C’était une odieuse parodie, une infâme, ignoble satire ! Jamais il n’avait fait cela… Cependant, c’était bien là son propre tableau. Il le savait, et il lui sembla que son sang, tout à l’heure brûlant, se gelait tout à coup. Son propre tableau !… Qu’est-ce que cela voulait dire ? Pourquoi cette transformation ? Il se retourna, regardant Dorian avec les yeux d’un fou. Ses lèvres tremblaient et sa langue desséchée ne pouvait articuler un seul mot. Il passa sa main sur son front ; il était tout humide d’une sueur froide.

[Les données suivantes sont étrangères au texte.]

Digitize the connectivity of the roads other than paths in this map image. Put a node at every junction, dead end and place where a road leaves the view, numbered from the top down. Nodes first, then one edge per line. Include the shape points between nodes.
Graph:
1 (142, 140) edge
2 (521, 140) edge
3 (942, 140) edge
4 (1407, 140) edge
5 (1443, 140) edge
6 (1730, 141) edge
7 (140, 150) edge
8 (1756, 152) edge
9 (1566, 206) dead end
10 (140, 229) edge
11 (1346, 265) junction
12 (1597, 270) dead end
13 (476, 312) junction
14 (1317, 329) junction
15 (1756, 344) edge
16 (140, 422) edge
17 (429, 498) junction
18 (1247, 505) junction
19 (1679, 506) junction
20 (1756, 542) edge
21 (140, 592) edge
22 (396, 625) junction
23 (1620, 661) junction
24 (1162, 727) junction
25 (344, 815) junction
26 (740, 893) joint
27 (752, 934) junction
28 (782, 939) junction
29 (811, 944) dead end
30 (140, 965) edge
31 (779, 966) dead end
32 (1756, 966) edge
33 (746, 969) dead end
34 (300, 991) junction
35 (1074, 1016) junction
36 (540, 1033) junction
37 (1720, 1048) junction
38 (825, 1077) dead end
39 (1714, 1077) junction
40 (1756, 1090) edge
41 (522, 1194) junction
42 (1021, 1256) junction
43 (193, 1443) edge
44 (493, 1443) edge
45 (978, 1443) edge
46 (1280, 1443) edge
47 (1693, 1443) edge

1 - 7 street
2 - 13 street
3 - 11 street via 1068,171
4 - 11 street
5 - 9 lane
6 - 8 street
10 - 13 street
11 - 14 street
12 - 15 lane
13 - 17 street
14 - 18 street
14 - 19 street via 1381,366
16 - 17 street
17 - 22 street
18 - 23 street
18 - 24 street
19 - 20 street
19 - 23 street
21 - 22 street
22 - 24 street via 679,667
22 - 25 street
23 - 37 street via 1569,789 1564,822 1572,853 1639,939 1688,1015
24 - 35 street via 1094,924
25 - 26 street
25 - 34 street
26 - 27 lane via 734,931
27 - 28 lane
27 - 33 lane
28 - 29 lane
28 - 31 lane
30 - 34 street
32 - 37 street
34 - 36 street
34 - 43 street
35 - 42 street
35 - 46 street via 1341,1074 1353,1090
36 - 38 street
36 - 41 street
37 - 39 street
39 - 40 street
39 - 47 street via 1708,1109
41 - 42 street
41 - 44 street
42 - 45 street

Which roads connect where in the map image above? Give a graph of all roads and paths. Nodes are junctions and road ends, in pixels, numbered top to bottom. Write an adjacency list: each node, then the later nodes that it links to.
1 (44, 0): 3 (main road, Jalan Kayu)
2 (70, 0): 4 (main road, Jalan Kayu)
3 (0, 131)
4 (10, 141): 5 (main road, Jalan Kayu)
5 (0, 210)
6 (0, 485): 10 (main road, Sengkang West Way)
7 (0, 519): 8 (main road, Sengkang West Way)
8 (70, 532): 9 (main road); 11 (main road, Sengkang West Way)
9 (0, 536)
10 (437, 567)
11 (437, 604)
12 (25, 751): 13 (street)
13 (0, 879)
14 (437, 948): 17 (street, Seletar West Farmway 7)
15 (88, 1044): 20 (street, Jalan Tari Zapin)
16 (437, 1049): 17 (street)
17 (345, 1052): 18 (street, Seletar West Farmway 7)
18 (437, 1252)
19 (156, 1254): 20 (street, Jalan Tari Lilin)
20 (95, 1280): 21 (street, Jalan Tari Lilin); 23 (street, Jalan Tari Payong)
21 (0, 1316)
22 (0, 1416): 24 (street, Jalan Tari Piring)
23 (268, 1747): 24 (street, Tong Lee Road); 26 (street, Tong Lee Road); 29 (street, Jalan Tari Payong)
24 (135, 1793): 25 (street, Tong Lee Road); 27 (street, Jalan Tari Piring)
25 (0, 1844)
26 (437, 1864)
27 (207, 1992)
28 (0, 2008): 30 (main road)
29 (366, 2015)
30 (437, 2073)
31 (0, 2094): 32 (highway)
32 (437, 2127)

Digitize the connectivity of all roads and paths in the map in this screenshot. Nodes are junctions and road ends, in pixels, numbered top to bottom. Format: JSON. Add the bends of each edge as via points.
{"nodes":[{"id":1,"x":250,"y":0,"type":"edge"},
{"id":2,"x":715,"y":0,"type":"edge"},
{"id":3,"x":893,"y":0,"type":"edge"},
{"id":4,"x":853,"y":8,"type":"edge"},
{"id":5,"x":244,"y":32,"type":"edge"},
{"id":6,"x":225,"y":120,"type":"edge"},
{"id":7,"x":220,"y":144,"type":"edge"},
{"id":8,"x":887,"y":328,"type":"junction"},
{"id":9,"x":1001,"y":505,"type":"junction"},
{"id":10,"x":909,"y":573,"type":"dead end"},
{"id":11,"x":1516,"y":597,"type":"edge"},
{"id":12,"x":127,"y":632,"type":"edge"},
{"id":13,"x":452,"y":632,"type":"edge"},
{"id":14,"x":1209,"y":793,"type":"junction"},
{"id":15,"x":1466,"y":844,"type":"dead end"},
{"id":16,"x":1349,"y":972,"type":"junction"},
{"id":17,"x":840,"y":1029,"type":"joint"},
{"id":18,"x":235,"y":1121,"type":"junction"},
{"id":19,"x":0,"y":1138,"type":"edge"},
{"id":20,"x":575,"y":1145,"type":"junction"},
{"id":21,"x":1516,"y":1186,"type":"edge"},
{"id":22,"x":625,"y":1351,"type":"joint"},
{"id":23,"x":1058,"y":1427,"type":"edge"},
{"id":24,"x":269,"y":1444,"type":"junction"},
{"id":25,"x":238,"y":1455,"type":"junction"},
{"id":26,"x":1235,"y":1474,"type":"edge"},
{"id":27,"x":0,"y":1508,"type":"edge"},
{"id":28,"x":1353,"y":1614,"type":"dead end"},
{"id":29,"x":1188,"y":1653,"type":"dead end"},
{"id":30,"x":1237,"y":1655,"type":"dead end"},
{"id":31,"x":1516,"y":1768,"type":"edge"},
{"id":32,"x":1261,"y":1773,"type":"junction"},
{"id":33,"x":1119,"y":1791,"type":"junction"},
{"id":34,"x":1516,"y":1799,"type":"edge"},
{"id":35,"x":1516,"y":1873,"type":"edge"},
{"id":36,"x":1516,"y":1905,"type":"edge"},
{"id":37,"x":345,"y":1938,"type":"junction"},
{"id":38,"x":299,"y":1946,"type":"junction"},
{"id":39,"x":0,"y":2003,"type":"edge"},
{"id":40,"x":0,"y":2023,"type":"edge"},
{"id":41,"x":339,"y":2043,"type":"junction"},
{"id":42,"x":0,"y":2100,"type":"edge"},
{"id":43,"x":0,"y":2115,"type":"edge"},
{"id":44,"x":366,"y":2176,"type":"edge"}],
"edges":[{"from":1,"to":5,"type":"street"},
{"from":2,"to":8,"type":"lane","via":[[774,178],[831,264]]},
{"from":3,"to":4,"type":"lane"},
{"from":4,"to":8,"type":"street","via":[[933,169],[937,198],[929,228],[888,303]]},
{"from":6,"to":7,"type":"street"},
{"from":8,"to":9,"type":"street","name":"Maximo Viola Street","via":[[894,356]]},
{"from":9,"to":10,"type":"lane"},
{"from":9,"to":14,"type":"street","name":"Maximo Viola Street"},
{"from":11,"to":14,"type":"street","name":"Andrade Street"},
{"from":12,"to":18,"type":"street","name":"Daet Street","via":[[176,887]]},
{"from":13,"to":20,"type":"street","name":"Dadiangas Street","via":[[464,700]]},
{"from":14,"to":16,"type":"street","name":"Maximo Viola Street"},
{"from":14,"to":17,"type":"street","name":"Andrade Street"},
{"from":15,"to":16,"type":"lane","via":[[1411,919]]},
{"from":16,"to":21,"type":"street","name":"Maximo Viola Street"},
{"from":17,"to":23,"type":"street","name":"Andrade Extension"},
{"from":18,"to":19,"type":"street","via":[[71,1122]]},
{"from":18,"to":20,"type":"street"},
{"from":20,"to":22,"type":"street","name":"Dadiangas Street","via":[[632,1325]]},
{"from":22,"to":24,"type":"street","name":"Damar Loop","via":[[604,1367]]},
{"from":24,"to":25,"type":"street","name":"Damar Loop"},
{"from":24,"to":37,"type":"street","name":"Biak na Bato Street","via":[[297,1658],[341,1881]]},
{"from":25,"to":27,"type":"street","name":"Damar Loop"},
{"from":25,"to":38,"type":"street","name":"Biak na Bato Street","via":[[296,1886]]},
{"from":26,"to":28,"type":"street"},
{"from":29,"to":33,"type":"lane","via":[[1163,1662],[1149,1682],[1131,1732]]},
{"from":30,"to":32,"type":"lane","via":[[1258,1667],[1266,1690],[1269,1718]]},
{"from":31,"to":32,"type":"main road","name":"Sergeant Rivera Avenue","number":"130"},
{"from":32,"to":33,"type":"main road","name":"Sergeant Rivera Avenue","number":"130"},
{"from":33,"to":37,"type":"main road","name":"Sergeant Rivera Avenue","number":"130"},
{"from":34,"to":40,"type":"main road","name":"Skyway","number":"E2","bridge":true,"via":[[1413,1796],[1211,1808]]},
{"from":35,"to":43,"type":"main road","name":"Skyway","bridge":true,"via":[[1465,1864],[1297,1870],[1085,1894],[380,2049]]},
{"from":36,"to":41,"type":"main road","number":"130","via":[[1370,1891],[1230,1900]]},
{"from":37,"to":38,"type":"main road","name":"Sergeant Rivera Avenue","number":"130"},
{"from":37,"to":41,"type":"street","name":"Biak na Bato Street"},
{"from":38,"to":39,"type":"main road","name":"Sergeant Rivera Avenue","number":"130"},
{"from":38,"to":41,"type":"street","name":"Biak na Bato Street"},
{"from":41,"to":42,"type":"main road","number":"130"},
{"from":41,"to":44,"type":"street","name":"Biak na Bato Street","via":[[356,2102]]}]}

Le jeune homme était appuyé contre le manteau de la cheminée, le regardant avec cette étrange expression qu’on voit sur la figure de ceux qui sont absorbés dans le spectacle, lorsque joue un grand artiste. Ce n’était ni un vrai chagrin, ni une joie véritable. C’était l’expression d’un spectateur avec, peut-être, une lueur de triomphe dans ses yeux. Il avait ôté la fleur de sa boutonnière et la respirait avec affectation.

— Que veut dire tout cela ? s’écria enfin Hallward. Sa propre voix résonna avec un éclat inaccoutumé à ses oreilles.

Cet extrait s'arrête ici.